Plusieurs de nos passagers ne peuvent retenir leurs larmes.

En arrivant près du lieu du naufrage, notre capitaine commande la plus grande précaution. Serrez-vous autant que possible sur le milieu du pont, leur dit-il, et que deux d’entre vous seulement embarquent à la fois sur mon vapeur ; puis il place des hommes pour faire exécuter ses ordres.

Depuis que les chaloupes avaient été mises à l’eau, ceux qui les montaient avaient réussi à retirer de l’eau plusieurs personnes ; parmi ces dernières se trouvait un prêtre. Gustave le conduisit à sa cabine et le fit coucher dans son lit. Le prêtre voulut le remercier, mais il s’était empressé de sortir pour assister au sauvetage.
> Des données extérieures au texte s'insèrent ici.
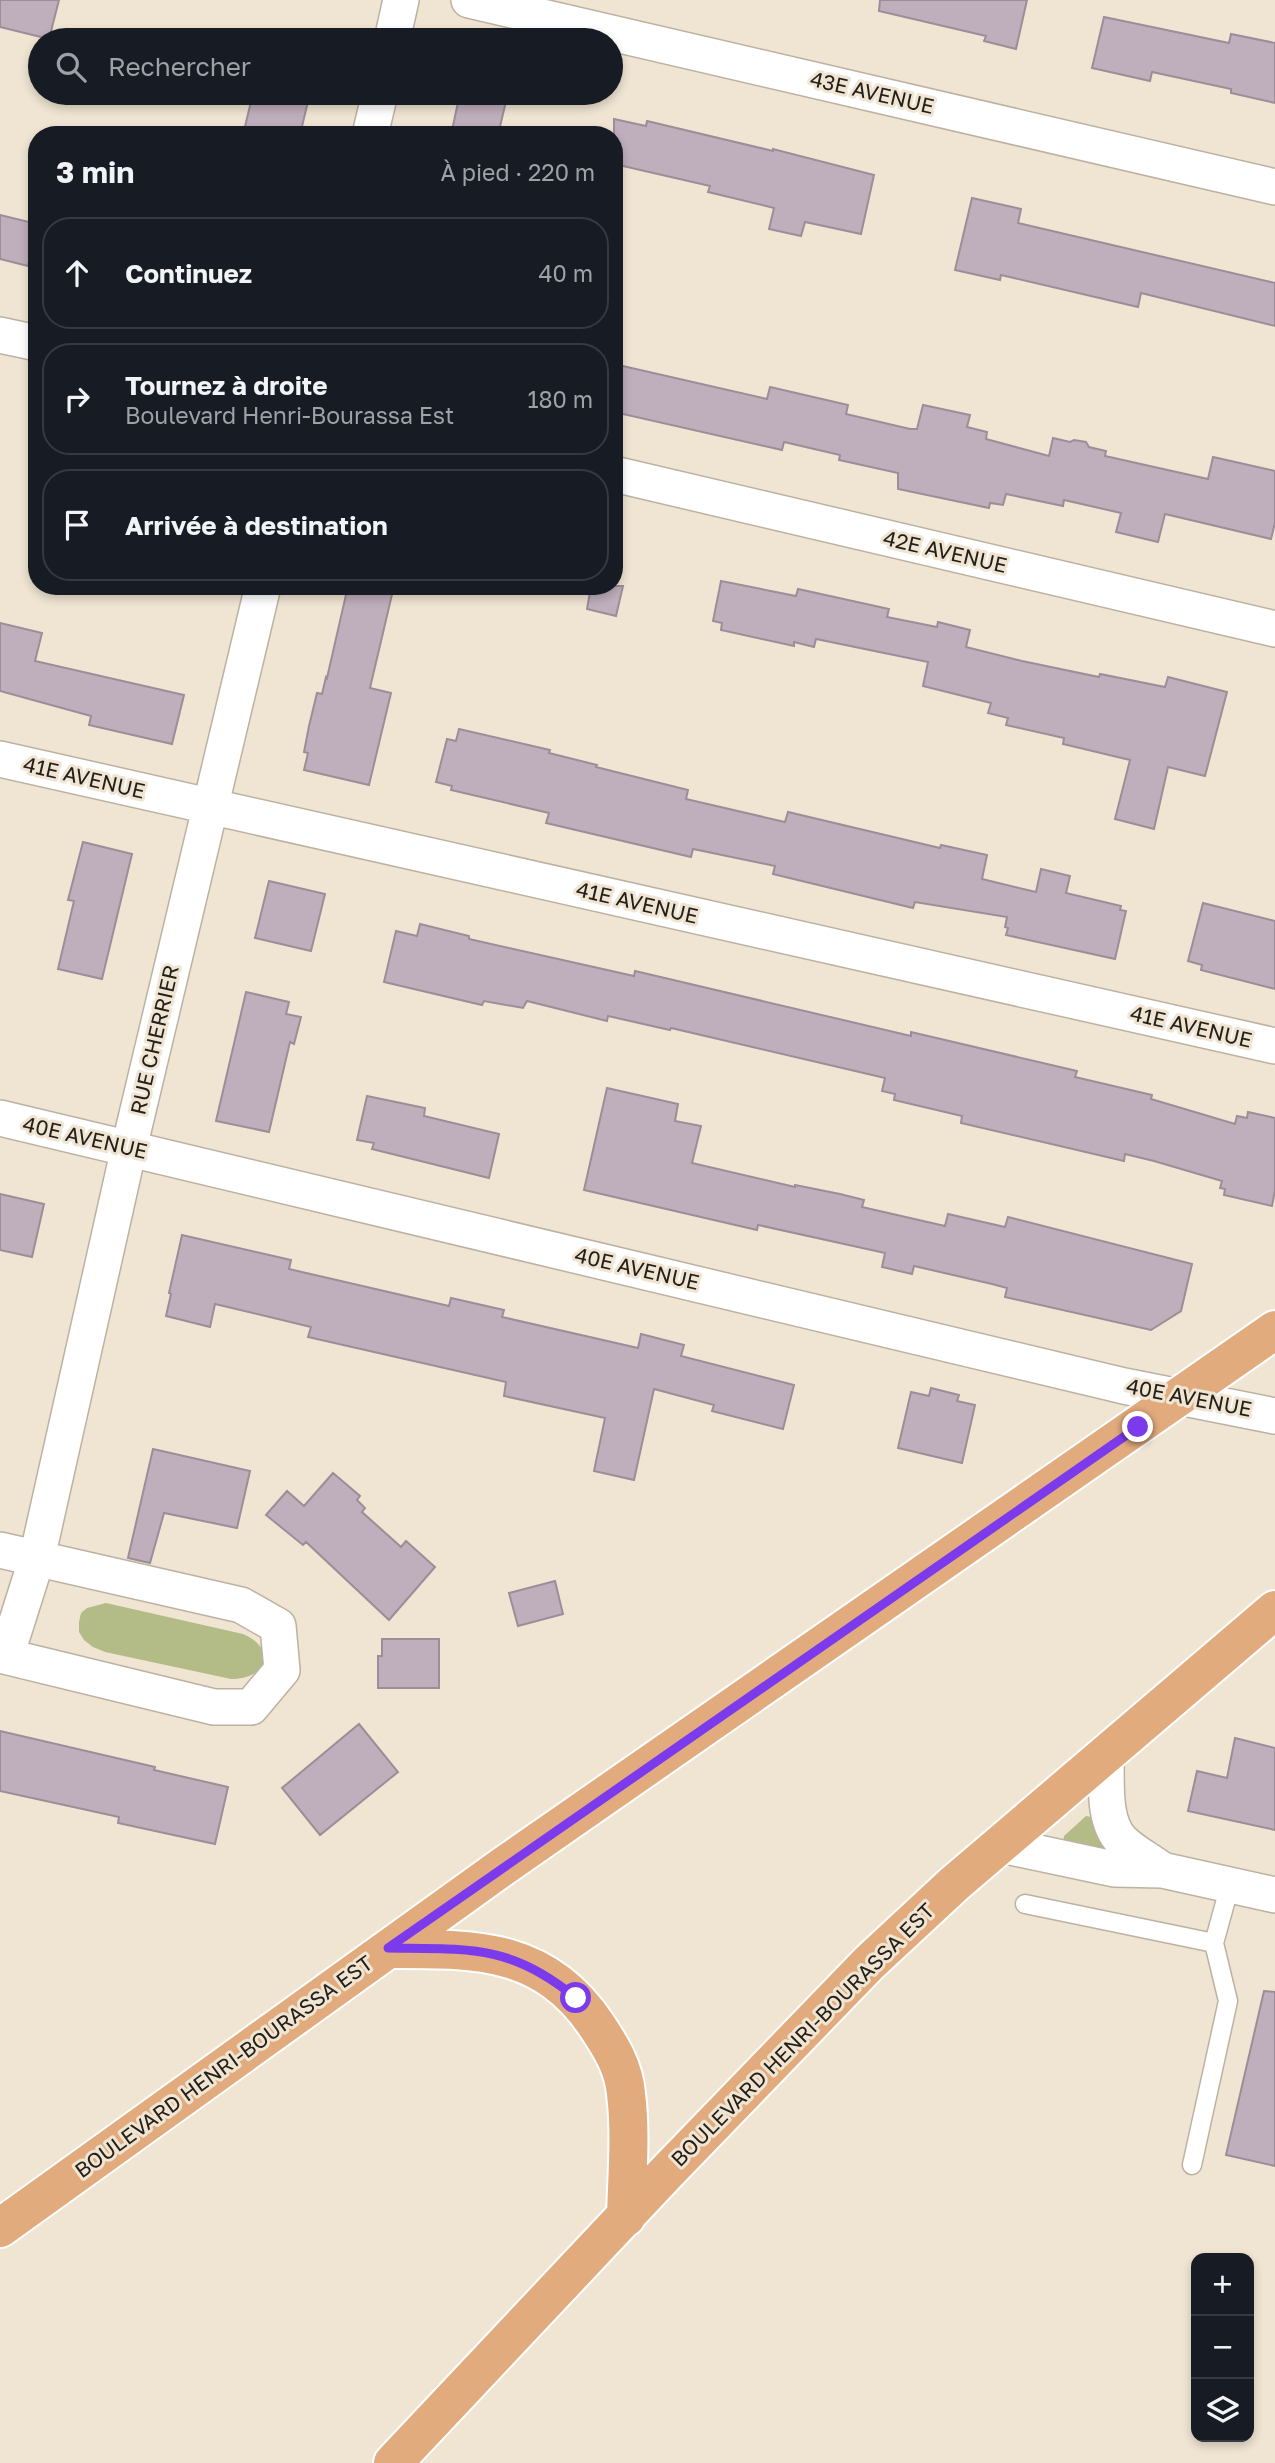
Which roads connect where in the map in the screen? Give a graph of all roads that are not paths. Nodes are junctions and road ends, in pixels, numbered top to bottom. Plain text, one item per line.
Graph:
1 (401, 0) edge
2 (469, 0) edge
3 (395, 28) edge
4 (590, 28) edge
5 (623, 36) edge
6 (377, 105) edge
7 (372, 126) edge
8 (1275, 187) edge
9 (0, 335) edge
10 (28, 341) edge
11 (623, 476) edge
12 (261, 595) edge
13 (1275, 629) edge
14 (0, 759) edge
15 (210, 806) junction
16 (1275, 1046) edge
17 (0, 1118) edge
18 (129, 1148) junction
19 (1275, 1330) edge
20 (1183, 1396) junction
21 (1275, 1416) edge
22 (0, 1550) edge
23 (37, 1558) junction
24 (1275, 1610) edge
25 (3, 1655) edge
26 (1105, 1755) junction
27 (1001, 1845) junction
28 (1162, 1870) junction
29 (1230, 1885) junction
30 (1275, 1895) edge
31 (1025, 1903) dead end
32 (1214, 1943) junction
33 (388, 1948) junction
34 (1192, 2165) dead end
35 (626, 2217) junction
36 (0, 2228) edge
37 (393, 2463) edge

1 - 3 street
2 - 4 street, 43E AVENUE
5 - 8 street, 43E AVENUE
6 - 7 street
9 - 10 street
11 - 13 street, 42E AVENUE
12 - 15 street, RUE CHERRIER
14 - 15 street, 41E AVENUE
15 - 16 street, 41E AVENUE
15 - 18 street, RUE CHERRIER
17 - 18 street, 40E AVENUE
18 - 20 street, 40E AVENUE
18 - 23 street, RUE CHERRIER
19 - 20 main road, BOULEVARD HENRI-BOURASSA EST
20 - 21 street, 40E AVENUE
20 - 33 main road, BOULEVARD HENRI-BOURASSA EST
22 - 23 street
23 - 25 street, RUE CHERRIER
23 - 25 street
24 - 26 main road, BOULEVARD HENRI-BOURASSA EST
26 - 27 main road, BOULEVARD HENRI-BOURASSA EST
26 - 28 street
27 - 28 street
27 - 35 main road, BOULEVARD HENRI-BOURASSA EST
28 - 29 street
29 - 30 street
29 - 32 lane
31 - 32 lane
32 - 34 lane
33 - 35 main road
33 - 36 main road, BOULEVARD HENRI-BOURASSA EST
35 - 37 main road, BOULEVARD HENRI-BOURASSA EST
Après s’être assuré qu’il ne restait plus personne à bord du vapeur naufragé, le capitaine fait reprendre sa route. C’est alors qu’on s’empresse de connaître le nombre des victimes. Pour décrire la pénible scène qui s’ensuivit, il suffit de dire que ceux qui en furent témoins ne l’oublieront jamais.

Avec ce surcroît de passagers, notre vapeur menaçait de sombrer ; aussi notre capitaine fit-il relâcher au premier village pour y laisser ceux qui avaient le moins souffert.